*** Supplied information Section Begins ***

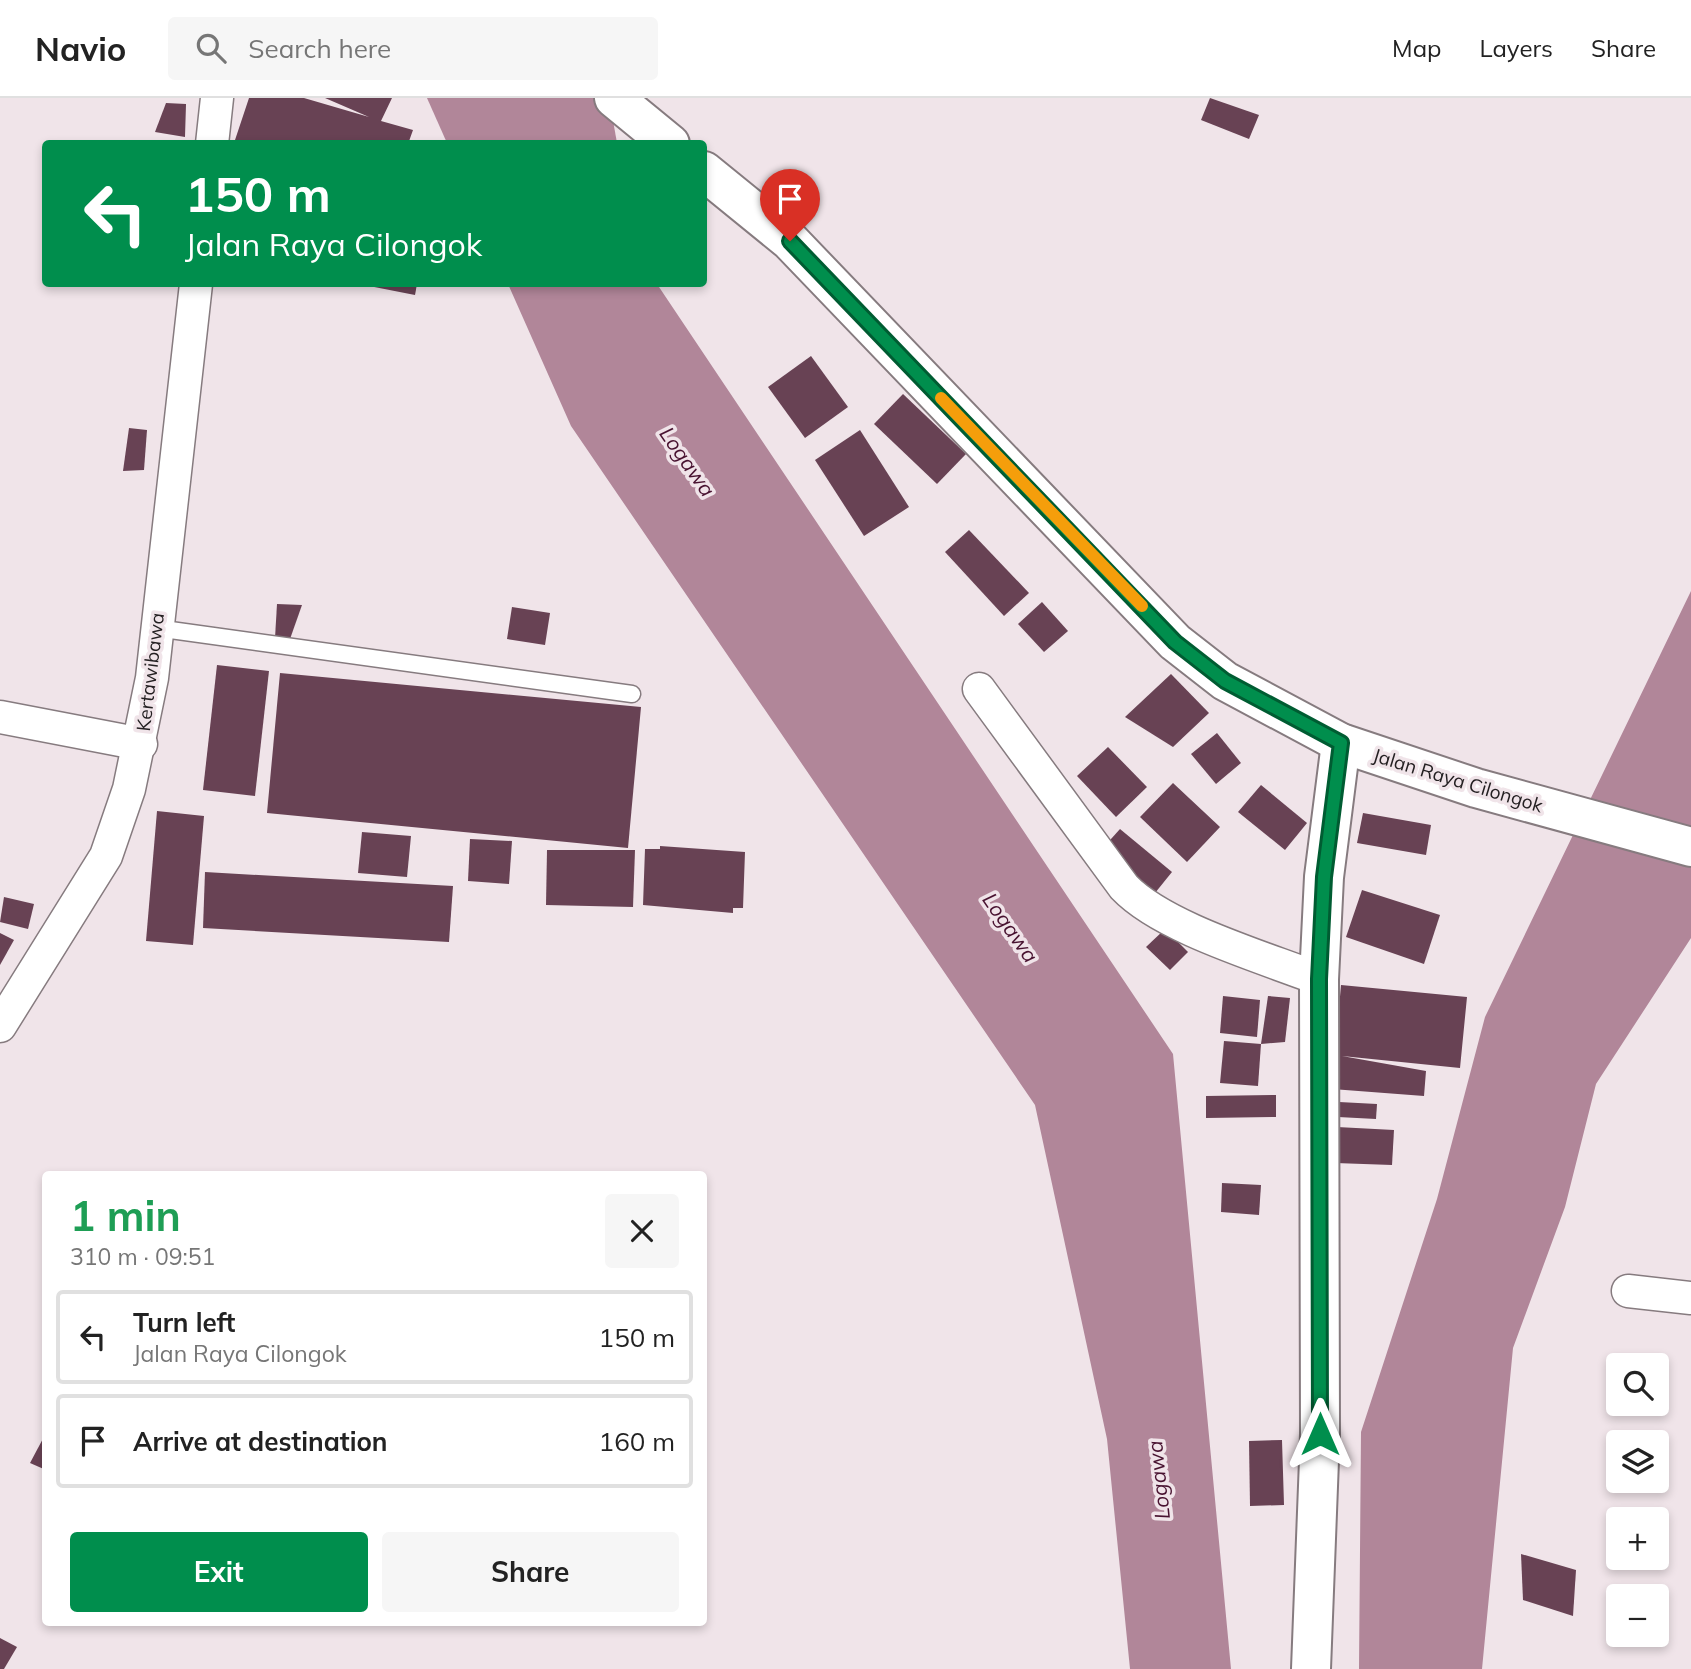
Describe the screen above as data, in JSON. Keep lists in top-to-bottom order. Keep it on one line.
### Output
{"streets":{"main road":["Jalan Raya Cilongok"],"street":["Kertawibawa"]},"water":["Logawa"],"page":{"header":"Navio","search":"Search here","nav":["Map","Layers","Share"],"turn":["150 m","Jalan Raya Cilongok"],"heading":["1 min","310 m · 09:51"],"list":[{"name":"Turn left","note":"Jalan Raya Cilongok","value":"150 m"},{"name":"Arrive at destination","value":"160 m"}],"map_buttons":["+","−"],"buttons":["Exit","Share"]}}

*** Supplied information Section Ends ***

■ **Exercise prompt**
The response should reproduce all the material above exactly and leave out its pictures.

■ **Written reply**
Describe the screen above as data, in JSON. Keep lists in top-to-bottom order. Keep it on one line.
### Output
{"streets":{"main road":["Jalan Raya Cilongok"],"street":["Kertawibawa"]},"water":["Logawa"],"page":{"header":"Navio","search":"Search here","nav":["Map","Layers","Share"],"turn":["150 m","Jalan Raya Cilongok"],"heading":["1 min","310 m · 09:51"],"list":[{"name":"Turn left","note":"Jalan Raya Cilongok","value":"150 m"},{"name":"Arrive at destination","value":"160 m"}],"map_buttons":["+","−"],"buttons":["Exit","Share"]}}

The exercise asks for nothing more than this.